Pour ce 3e long métrage, qu’il a coécrit avec Dominik Moll, le réalisateur français renoue avec certaines obsessions panthéistes que l’on repérait déjà dans les précédents, comme l’omniprésente forêt de Qui a tué Bambi ? (2003). Pour cette somptueuse production franco-suédoise, qui s’est déroulée dans le cadre touffu et sauvage de la région de Göteborg ainsi qu’en France, Gilles Marchand nous offre un film de genre à fort climat. Dans la forêt se profile sous la forme discrète d’un conte initiatique (qui ne dirait pas son nom) sur fond de brisures conjugales, de retour vers la nature, de secrets cachés et d’un zeste d’ésotérisme. Le scénario s’y développe autour de retrouvailles - le temps d’un été en Suède - entre un père déprimé et solitaire et ses deux enfants (Tom et Ben). Invités par leur ascendant à passer quelques jours dans une cabane au bord d’un lac situé au milieu d’une immense forêt isolée, les enfants commencent à s’interroger sur ce séjour indéfiniment prolongé.

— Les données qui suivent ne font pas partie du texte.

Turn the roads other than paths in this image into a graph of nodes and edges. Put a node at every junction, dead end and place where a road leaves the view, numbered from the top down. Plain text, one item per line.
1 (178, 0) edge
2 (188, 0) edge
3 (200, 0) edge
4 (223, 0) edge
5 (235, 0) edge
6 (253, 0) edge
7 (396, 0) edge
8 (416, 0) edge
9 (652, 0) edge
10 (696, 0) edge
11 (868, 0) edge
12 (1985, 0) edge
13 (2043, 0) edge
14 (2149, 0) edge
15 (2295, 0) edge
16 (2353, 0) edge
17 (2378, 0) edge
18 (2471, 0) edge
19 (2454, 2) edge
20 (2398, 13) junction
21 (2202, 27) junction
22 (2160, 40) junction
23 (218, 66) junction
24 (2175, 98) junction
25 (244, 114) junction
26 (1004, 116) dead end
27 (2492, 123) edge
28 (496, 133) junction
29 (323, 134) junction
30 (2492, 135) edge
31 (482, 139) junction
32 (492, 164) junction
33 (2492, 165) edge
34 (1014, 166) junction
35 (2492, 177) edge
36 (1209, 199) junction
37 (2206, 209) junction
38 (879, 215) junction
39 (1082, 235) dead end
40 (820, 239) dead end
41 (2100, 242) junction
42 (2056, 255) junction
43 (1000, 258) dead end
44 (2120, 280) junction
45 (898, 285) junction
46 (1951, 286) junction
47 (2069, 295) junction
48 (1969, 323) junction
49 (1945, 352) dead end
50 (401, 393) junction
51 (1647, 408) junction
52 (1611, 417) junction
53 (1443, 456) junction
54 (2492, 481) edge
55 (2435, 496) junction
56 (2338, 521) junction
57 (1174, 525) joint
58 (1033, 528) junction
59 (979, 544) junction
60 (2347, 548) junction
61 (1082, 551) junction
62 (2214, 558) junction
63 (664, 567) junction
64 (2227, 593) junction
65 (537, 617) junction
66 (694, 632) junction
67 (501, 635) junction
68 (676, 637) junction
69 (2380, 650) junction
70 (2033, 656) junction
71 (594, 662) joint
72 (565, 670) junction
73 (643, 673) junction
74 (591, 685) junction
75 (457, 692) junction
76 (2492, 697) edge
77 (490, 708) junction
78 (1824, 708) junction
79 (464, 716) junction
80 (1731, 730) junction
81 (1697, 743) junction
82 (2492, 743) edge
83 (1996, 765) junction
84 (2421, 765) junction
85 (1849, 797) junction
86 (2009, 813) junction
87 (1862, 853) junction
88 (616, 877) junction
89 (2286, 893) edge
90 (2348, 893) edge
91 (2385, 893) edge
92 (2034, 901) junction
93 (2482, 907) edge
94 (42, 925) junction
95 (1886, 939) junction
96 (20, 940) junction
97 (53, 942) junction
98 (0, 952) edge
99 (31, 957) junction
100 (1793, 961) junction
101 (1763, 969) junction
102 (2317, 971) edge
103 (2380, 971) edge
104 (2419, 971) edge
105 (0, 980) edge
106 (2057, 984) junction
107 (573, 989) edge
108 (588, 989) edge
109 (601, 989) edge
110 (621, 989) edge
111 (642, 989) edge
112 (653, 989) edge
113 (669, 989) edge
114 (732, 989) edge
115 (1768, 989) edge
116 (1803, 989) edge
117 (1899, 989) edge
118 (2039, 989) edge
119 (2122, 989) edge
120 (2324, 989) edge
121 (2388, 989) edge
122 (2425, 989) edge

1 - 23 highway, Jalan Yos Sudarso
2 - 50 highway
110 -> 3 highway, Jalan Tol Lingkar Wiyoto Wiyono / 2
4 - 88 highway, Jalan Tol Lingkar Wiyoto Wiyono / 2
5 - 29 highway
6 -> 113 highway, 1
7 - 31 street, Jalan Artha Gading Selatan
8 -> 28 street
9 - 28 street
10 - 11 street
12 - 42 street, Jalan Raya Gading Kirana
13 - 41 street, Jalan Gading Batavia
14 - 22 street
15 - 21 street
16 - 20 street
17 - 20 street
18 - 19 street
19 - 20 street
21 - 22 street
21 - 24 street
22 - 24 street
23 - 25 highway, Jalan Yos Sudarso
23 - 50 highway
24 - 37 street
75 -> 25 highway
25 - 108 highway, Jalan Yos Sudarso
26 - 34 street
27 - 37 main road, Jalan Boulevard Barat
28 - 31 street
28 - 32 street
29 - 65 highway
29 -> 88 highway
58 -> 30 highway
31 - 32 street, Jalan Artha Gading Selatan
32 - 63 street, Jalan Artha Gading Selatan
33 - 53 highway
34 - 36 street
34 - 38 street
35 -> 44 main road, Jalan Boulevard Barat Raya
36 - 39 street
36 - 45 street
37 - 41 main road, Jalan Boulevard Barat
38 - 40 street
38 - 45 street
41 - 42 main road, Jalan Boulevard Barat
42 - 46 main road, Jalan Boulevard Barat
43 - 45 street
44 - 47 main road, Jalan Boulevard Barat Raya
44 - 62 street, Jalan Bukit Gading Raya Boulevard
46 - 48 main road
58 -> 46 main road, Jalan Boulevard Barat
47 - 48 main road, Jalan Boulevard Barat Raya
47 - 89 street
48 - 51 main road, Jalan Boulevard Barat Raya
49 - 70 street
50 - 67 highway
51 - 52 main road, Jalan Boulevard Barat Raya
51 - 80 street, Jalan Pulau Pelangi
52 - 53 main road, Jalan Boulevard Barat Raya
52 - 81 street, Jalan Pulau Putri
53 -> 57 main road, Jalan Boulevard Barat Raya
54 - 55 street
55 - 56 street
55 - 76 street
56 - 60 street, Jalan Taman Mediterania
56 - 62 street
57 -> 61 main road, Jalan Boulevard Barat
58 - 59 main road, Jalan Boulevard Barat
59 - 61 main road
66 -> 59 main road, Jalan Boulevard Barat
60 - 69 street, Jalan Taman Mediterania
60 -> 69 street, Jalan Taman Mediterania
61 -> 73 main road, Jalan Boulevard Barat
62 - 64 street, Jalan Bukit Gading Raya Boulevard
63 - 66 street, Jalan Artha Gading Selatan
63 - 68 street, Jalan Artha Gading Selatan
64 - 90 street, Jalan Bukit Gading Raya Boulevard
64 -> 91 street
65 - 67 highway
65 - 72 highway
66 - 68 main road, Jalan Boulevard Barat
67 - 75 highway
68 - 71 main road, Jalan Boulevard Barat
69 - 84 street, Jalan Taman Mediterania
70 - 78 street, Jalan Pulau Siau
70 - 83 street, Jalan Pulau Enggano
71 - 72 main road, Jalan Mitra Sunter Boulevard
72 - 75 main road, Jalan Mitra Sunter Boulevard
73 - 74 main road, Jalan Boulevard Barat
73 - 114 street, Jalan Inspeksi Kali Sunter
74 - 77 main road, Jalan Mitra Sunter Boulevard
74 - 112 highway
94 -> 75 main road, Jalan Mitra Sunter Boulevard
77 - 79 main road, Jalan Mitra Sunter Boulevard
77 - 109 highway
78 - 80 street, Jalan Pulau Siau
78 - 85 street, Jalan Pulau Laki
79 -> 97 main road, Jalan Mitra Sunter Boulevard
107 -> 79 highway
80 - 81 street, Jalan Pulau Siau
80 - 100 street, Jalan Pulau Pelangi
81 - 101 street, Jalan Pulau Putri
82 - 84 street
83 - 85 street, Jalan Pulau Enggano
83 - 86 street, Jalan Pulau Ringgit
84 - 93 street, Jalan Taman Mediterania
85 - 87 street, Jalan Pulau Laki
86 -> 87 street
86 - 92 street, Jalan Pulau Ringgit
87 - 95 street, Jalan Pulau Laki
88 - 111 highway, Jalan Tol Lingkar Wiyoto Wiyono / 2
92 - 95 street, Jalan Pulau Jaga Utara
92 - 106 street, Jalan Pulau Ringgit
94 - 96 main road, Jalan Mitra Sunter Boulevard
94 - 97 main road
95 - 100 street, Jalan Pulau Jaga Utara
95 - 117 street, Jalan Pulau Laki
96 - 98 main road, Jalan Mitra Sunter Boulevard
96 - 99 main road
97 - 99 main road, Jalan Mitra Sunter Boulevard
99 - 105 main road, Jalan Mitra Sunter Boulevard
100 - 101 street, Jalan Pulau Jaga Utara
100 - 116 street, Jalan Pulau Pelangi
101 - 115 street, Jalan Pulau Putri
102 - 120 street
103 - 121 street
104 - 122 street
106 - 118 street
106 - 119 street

Dans ce long métrage aux contours expressionnistes et plongeant au cœur de la nature suédoise, Marchand instaure un climat étrange et perturbant, optant finalement pour un personnage de père assez vague et la description d’une relation filiale certes régie par le sentiment de la peur mais aussi par une certaine tendresse. Dans ce rôle d’homme dur et déraciné mais aimant profondément ses enfants, Jérémie Elkaïm se révèle très convaincant. En permanence, le film nous le montre sous les traits d’un homme sous tension et potentiellement dangereux, prêt à péter les plombs. Egalement, l’on signalera le ton juste et réaliste de jeunes comédiens instinctifs, Théo van de Voorde dans le personnage de Ben ; Timothé vom Dorp, dans celui de Tom. Avec ce dernier, le réalisateur a sans doute trouvé l’acteur idéal avec l’expressive façon muette d’interroger le père et de le juger par son simple regard. D’ailleurs dans le film, ce jeu naturel facilite la compréhension de la propre logique de l’enfant par rapport aux incohérences du père, et souligne sans niaiserie le regard critique et déjà élaboré de Tom, par rapport au monde adulte.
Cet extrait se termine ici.